__WORK INSTRUCTION__
Within the data below, copy each line where the string "Furtweg" is found.

Data entries
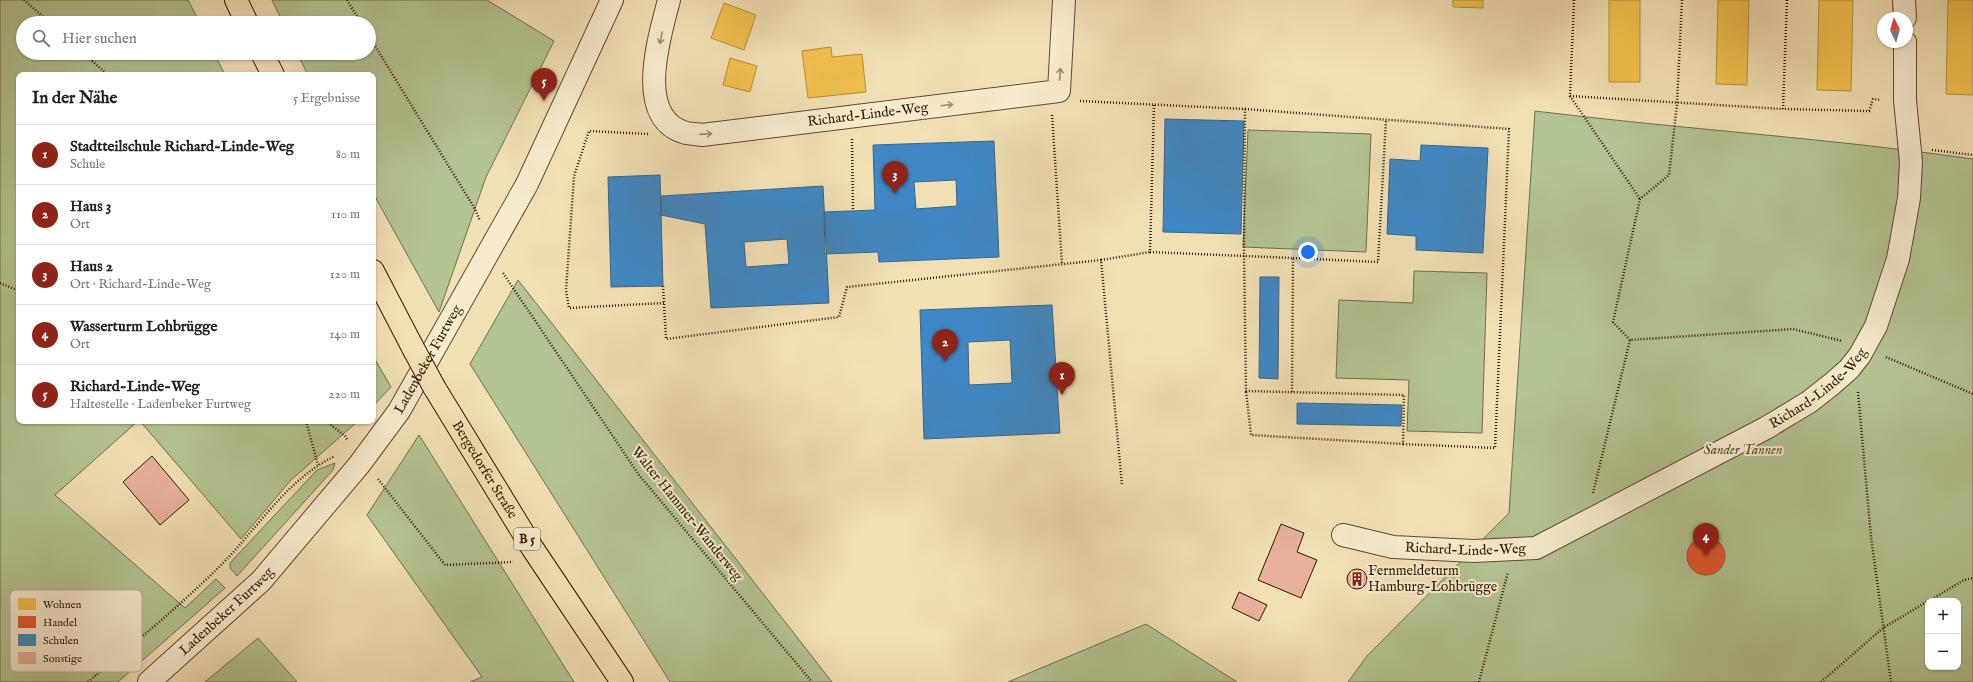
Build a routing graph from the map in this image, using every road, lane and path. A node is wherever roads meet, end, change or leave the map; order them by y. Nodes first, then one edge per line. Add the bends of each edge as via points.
1 (24, 0) edge
2 (236, 0) edge
3 (347, 0) edge
4 (612, 0) edge
5 (669, 0) edge
6 (1064, 0) edge
7 (1574, 0) edge
8 (1682, 0) edge
9 (1787, 0) edge
10 (1904, 0) edge
11 (1904, 12) edge
12 (42, 16) edge
13 (244, 16) edge
14 (357, 16) edge
15 (376, 47) edge
16 (1905, 48) edge
17 (91, 60) edge
18 (265, 60) edge
19 (105, 72) edge
20 (271, 72) edge
21 (1570, 96) junction
22 (1905, 100) junction
23 (1074, 101) dead end
24 (1677, 104) junction
25 (1154, 105) junction
26 (1051, 108) dead end
27 (1245, 109) junction
28 (1783, 109) junction
29 (850, 117) junction
30 (1386, 120) junction
31 (678, 130) junction
32 (1910, 148) junction
33 (1973, 155) edge
34 (1640, 199) junction
35 (475, 209) dead end
36 (853, 211) dead end
37 (1150, 252) junction
38 (1244, 256) junction
39 (1293, 258) junction
40 (1101, 260) junction
41 (1062, 264) junction
42 (502, 271) dead end
43 (376, 277) edge
44 (0, 283) edge
45 (663, 286) dead end
46 (16, 290) edge
47 (664, 303) junction
48 (1630, 340) junction
49 (1864, 347) junction
50 (419, 357) junction
51 (1848, 369) junction
52 (1246, 390) junction
53 (1292, 392) junction
54 (1973, 394) edge
55 (307, 424) edge
56 (1403, 444) junction
57 (341, 453) dead end
58 (318, 465) junction
59 (376, 475) dead end
60 (1122, 486) dead end
61 (1585, 524) junction
62 (1343, 535) dead end
63 (1536, 548) junction
64 (533, 549) junction
65 (1973, 578) edge
66 (1933, 598) edge
67 (1925, 603) edge
68 (1883, 628) junction
69 (142, 635) edge
70 (99, 672) edge
71 (88, 682) edge
72 (149, 682) edge
73 (622, 682) edge
74 (812, 682) edge
75 (1479, 682) edge
76 (1820, 682) edge
77 (1891, 682) edge

1 - 12 path
2 - 13 main road
3 - 14 path
4 - 50 street, Ladenbeker Furtweg via 527,184 443,332
5 -> 31 street via 657,56 654,87 662,114
29 -> 6 street, Richard-Linde-Weg via 1059,91
7 - 21 path
8 - 24 path
9 - 28 path
10 - 11 street
15 - 35 path
16 - 22 street, Richard-Linde-Weg
17 - 19 path
18 - 20 main road
21 - 24 path
21 - 34 path
22 - 28 path via 1873,99 1870,111
22 - 32 street, Richard-Linde-Weg
23 - 25 path
24 - 28 path
24 - 34 path via 1669,175
25 - 27 path
25 - 37 path
26 - 41 path
27 - 30 path
27 - 38 path
31 -> 29 street, Richard-Linde-Weg via 702,135
29 - 36 path
30 - 39 path via 1378,262
30 - 56 path via 1510,129 1495,448
31 - 47 path via 656,134 589,131 574,176 566,290 569,308
32 - 33 path
32 - 49 street, Richard-Linde-Weg via 1909,198 1898,259 1876,326
34 - 48 path via 1613,322
37 - 38 path
37 - 40 path
38 - 39 path
38 - 52 path
39 - 53 path
40 - 41 path
40 - 60 path
41 - 47 path via 847,287 839,317 666,338
42 - 74 path, Walter Hammer-Wanderweg via 639,475
43 - 50 main road, Bergedorfer Straße / B 5
44 - 46 path
45 - 47 path
48 - 49 path via 1792,329
48 - 61 path
49 - 51 street, Richard-Linde-Weg
49 - 54 path
50 - 64 main road, Bergedorfer Straße / B 5, bridge via 434,387
50 - 72 street, Ladenbeker Furtweg via 399,411 362,460 261,581
51 - 61 street, Richard-Linde-Weg via 1809,402 1766,428
51 - 68 path via 1857,381 1871,537
52 - 53 path
52 - 56 path via 1251,435
53 - 56 path via 1404,395
55 - 58 path
57 - 58 path
58 - 69 path via 288,491 220,566
59 - 64 path via 445,565 519,561
61 - 63 street, Richard-Linde-Weg
62 - 63 street, Richard-Linde-Weg via 1394,547 1474,551
63 - 75 path via 1508,572
64 - 73 main road, Bergedorfer Straße / B 5
65 - 66 path via 1964,580
67 - 68 path
68 - 76 path
68 - 77 path
70 - 71 path

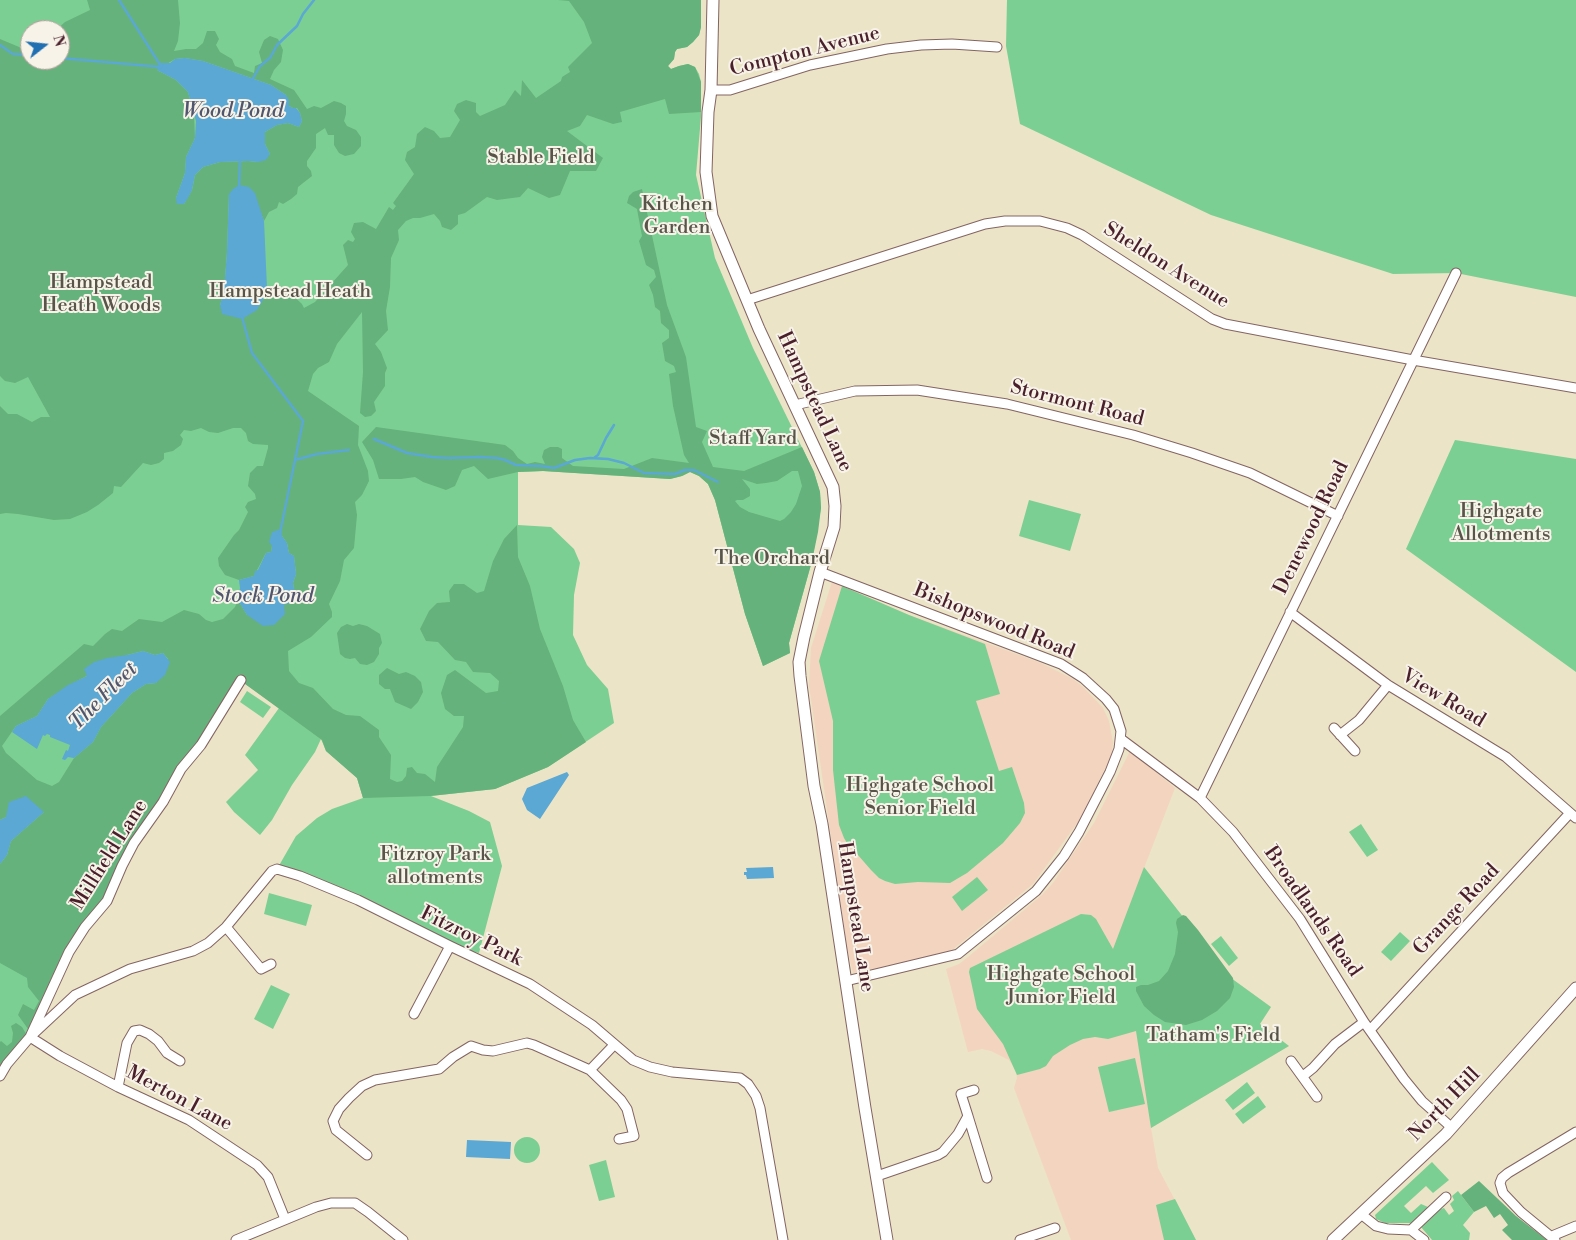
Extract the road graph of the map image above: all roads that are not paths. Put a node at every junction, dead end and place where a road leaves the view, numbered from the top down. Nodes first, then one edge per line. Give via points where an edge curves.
1 (713, 0) edge
2 (997, 48) dead end
3 (711, 90) junction
4 (1456, 273) dead end
5 (747, 300) junction
6 (1413, 360) junction
7 (1576, 388) edge
8 (795, 406) junction
9 (1338, 516) junction
10 (820, 572) junction
11 (1290, 612) junction
12 (241, 680) dead end
13 (1388, 685) junction
14 (1121, 739) junction
15 (1354, 751) dead end
16 (1200, 798) junction
17 (1573, 816) edge
18 (226, 928) junction
19 (450, 946) junction
20 (271, 964) dead end
21 (846, 981) junction
22 (1576, 988) edge
23 (414, 1014) dead end
24 (1367, 1026) junction
25 (30, 1037) junction
26 (614, 1045) junction
27 (180, 1060) dead end
28 (1291, 1061) dead end
29 (590, 1070) junction
30 (0, 1076) edge
31 (1303, 1076) junction
32 (118, 1086) junction
33 (974, 1090) dead end
34 (1317, 1097) dead end
35 (968, 1116) junction
36 (1452, 1127) junction
37 (1576, 1132) edge
38 (619, 1140) dead end
39 (367, 1155) dead end
40 (877, 1176) junction
41 (987, 1178) dead end
42 (1446, 1197) dead end
43 (1361, 1214) junction
44 (286, 1219) junction
45 (1576, 1226) edge
46 (1055, 1228) dead end
47 (1411, 1230) junction
48 (247, 1237) edge
49 (1554, 1238) edge
50 (236, 1240) edge
51 (403, 1240) edge
52 (783, 1240) edge
53 (887, 1240) edge
54 (1020, 1240) edge
55 (1333, 1240) edge
56 (1424, 1240) edge

1 - 3 main road, Hampstead Lane
2 - 3 street, Compton Avenue via 952,44 887,49 810,65 730,90
3 - 5 main road, Hampstead Lane via 706,172 712,216
4 - 6 street, Denewood Road
5 - 6 street, Sheldon Avenue via 985,224 1040,221 1082,235 1225,324
5 - 8 main road, Hampstead Lane
6 - 7 street, Sheldon Avenue
6 - 9 street, Denewood Road
8 - 9 street, Stormont Road via 855,391 917,390 1007,404 1192,452 1250,473
8 - 10 main road, Hampstead Lane via 833,487 834,527
9 - 11 street, Denewood Road
10 - 14 street, Bishopswood Road via 1061,664 1106,699 1114,709
10 - 21 main road, Hampstead Lane via 799,662 814,786
11 - 13 street, View Road
11 - 16 street, Denewood Road
12 - 25 street, Millfield Lane via 134,843 107,901 69,952
13 - 15 street via 1359,720 1337,731
13 - 17 street, View Road via 1506,757
14 - 16 street, Broadlands Road
14 - 21 street via 1110,772 1079,832 1047,878 1027,900 958,954
16 - 24 street, Broadlands Road via 1233,832 1284,897
17 - 24 street, Grange Road
18 - 19 street, Fitzroy Park via 277,869 358,900
18 - 20 street via 261,969
18 - 25 street, Fitzroy Park via 192,951 130,969 75,995
19 - 23 street
19 - 26 street, Fitzroy Park via 530,984 592,1025
21 - 40 main road, Hampstead Lane
22 - 36 main road, North Hill
24 - 31 street, Grange Road via 1335,1044
24 - 36 street, Broadlands Road via 1404,1080
25 - 30 street, Millfield Lane
25 - 32 street, Merton Lane
26 - 29 street
26 - 52 street, Fitzroy Park via 633,1060 650,1067 740,1078 748,1084 760,1108
27 - 32 street via 167,1053 150,1034 134,1031
28 - 31 street
29 - 38 street via 627,1109 634,1136
29 - 39 street via 526,1043 494,1051 471,1046 439,1069 375,1080 349,1098 333,1121 336,1130
31 - 34 street
32 - 44 street, Merton Lane via 189,1120 257,1165 268,1177
33 - 35 street via 961,1094
35 - 40 street via 943,1152
35 - 41 street
36 - 43 main road, North Hill
37 - 49 street via 1508,1173 1500,1183 1503,1193 1521,1212
40 - 53 main road, Hampstead Lane
42 - 47 street
43 - 47 street via 1376,1226
43 - 55 main road, North Hill
44 - 48 street
44 - 51 street via 331,1203 354,1203
45 - 49 street
46 - 54 street
47 - 56 street
48 - 50 street

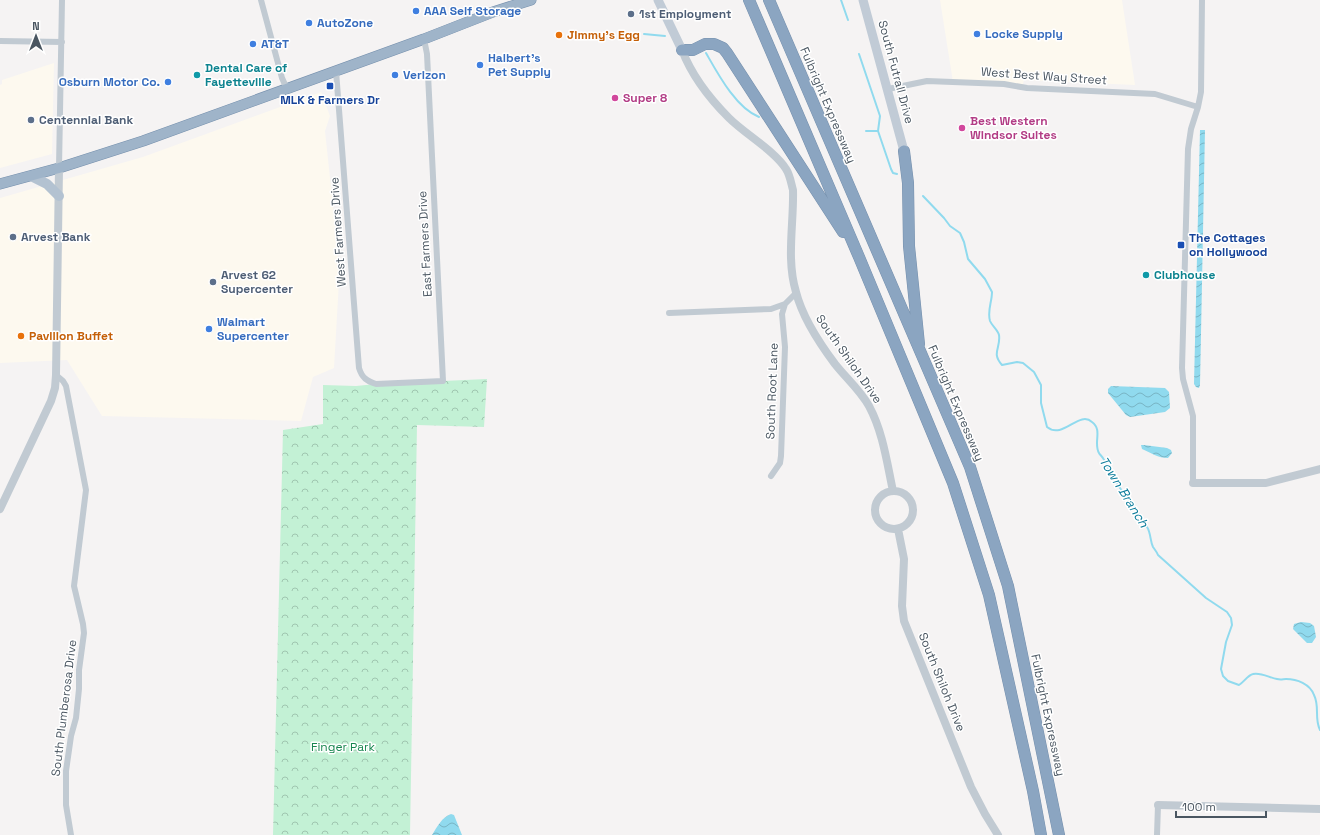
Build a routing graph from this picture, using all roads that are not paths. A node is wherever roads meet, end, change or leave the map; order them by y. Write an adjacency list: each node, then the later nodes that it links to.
1 (62, 0): 11 (street)
2 (261, 0): 14 (street)
3 (532, 0): 9 (highway)
4 (658, 0): 12 (main road, South Shiloh Drive)
5 (749, 0): 22 (highway)
6 (769, 0): 26 (highway, Fulbright Expressway)
7 (863, 0): 15 (main road, South Futrall Drive)
8 (1202, 0): 16 (street)
9 (424, 39): 13 (highway); 28 (street, East Farmers Drive)
10 (0, 41): 11 (street)
11 (62, 42): 18 (street)
12 (682, 50): 22 (highway); 23 (street, South Shiloh Drive)
13 (336, 71): 14 (highway); 28 (street, West Farmers Drive)
14 (286, 89): 18 (highway)
15 (888, 89): 16 (street, West Best Way Street); 17 (main road, South Futrall Drive)
16 (1198, 107): 31 (street)
17 (904, 151): 26 (highway)
18 (59, 168): 19 (highway); 21 (street)
19 (31, 176): 20 (highway); 21 (main road)
20 (0, 184)
21 (59, 196): 27 (street)
22 (859, 257): 39 (highway)
23 (796, 293): 24 (street); 32 (street, South Shiloh Drive)
24 (785, 304): 25 (street); 30 (street, South Root Lane)
25 (669, 313)
26 (920, 354): 40 (highway, Fulbright Expressway)
27 (56, 376): 33 (street); 37 (street, South Plumberosa Drive)
28 (376, 384)
29 (1320, 470): 31 (street)
30 (770, 476)
31 (1193, 483)
32 (893, 491): 34 (street); 34 (street)
33 (0, 509)
34 (898, 529): 38 (street, South Shiloh Drive)
35 (1158, 805): 36 (street); 41 (street)
36 (1320, 809)
37 (71, 835)
38 (998, 835)
39 (1041, 835)
40 (1059, 835)
41 (1158, 835)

__ANSWER TO THIS EXERCISE__
4 - 50 street, Ladenbeker Furtweg via 527,184 443,332
50 - 72 street, Ladenbeker Furtweg via 399,411 362,460 261,581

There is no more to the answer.